## Brief
Please copy every line of the records below that holds the word "paths".

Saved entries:
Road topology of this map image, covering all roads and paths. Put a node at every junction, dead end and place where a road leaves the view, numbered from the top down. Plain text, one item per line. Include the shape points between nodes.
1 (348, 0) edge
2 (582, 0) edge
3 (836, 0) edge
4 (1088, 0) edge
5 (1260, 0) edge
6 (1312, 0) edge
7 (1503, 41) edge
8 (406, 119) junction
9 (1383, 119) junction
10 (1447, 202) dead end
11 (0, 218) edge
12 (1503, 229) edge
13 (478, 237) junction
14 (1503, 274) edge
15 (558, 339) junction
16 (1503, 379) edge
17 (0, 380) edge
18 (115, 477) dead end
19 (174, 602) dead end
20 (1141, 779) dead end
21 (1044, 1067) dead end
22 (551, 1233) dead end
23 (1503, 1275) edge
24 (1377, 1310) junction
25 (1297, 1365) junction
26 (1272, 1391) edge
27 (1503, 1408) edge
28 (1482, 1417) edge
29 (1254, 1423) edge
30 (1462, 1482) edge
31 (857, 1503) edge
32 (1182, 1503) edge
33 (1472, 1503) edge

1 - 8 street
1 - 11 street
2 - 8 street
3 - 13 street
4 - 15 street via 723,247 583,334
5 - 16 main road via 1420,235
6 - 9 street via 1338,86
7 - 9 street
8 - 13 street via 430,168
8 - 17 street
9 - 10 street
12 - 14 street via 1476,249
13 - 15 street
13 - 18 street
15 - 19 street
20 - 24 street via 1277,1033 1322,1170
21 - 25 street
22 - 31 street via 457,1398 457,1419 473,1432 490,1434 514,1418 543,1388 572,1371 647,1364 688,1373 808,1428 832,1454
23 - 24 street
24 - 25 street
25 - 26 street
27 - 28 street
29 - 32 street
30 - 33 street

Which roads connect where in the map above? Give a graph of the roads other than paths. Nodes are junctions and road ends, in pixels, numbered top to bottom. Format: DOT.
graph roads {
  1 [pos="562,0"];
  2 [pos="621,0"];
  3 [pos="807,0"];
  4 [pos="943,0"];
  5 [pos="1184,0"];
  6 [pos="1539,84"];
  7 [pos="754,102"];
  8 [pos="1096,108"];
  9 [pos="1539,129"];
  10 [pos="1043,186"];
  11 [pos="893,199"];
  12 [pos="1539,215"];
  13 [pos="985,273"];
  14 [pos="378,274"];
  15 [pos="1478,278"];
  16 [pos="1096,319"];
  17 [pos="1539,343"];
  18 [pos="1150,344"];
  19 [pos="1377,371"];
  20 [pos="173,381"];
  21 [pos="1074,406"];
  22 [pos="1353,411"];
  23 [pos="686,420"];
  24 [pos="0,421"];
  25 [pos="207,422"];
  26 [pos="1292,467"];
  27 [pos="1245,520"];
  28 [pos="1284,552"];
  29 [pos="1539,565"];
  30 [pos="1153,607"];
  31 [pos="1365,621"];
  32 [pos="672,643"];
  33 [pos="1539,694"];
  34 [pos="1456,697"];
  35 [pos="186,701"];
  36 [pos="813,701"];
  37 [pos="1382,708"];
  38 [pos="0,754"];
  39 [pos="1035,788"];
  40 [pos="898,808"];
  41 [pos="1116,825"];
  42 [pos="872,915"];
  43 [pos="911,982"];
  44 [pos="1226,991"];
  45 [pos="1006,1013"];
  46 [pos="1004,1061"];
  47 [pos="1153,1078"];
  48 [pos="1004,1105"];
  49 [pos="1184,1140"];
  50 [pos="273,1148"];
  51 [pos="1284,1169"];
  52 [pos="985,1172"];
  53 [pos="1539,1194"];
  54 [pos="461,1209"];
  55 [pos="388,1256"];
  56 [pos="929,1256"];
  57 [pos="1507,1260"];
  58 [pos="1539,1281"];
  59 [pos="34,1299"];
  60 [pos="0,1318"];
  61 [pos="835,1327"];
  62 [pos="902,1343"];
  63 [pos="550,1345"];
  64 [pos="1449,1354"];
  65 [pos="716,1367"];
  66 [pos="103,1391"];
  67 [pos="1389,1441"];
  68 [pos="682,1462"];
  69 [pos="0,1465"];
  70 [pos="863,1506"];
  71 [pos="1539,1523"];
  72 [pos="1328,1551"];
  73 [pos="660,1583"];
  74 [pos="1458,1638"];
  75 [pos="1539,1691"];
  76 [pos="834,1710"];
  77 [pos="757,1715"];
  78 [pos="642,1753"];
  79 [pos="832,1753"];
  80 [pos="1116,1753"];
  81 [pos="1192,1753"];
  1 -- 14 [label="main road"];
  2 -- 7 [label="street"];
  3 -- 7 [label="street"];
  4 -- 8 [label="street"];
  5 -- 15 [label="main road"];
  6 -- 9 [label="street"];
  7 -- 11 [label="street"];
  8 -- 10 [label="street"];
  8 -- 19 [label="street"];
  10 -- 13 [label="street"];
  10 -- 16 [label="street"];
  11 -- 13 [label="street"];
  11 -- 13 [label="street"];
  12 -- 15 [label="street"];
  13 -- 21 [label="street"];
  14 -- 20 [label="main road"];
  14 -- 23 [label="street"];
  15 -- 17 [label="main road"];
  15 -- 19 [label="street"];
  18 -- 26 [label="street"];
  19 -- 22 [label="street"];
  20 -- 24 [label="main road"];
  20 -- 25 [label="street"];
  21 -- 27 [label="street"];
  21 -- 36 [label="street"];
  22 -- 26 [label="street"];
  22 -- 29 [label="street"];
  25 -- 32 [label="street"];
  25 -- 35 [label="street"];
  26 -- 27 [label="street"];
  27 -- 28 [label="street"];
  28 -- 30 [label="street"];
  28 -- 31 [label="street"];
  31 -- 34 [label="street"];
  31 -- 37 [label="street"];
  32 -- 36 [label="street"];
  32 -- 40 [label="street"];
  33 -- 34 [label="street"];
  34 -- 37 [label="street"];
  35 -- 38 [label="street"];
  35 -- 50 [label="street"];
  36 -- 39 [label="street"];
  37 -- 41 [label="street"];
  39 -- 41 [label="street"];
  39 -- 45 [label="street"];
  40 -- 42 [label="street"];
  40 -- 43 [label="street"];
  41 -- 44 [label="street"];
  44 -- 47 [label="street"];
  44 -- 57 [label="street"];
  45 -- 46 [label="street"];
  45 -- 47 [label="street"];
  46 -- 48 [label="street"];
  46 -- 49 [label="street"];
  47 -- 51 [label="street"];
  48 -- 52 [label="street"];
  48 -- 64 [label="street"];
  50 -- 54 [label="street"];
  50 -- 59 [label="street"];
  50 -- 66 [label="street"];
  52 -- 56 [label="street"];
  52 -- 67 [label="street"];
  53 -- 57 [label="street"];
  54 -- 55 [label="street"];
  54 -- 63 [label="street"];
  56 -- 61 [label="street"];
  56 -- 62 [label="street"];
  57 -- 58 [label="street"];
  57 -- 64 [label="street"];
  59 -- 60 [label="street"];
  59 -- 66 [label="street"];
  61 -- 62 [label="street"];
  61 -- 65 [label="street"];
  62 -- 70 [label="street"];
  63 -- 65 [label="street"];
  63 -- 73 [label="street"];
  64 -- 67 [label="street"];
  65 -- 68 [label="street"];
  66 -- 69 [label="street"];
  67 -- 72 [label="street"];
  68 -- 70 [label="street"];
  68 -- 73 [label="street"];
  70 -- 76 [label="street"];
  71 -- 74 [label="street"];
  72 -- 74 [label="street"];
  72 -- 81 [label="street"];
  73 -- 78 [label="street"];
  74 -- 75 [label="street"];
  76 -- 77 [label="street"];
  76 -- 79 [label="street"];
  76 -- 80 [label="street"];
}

## Response box
Road topology of this map image, covering all roads and paths. Put a node at every junction, dead end and place where a road leaves the view, numbered from the top down. Plain text, one item per line. Include the shape points between nodes.
Which roads connect where in the map above? Give a graph of the roads other than paths. Nodes are junctions and road ends, in pixels, numbered top to bottom. Format: DOT.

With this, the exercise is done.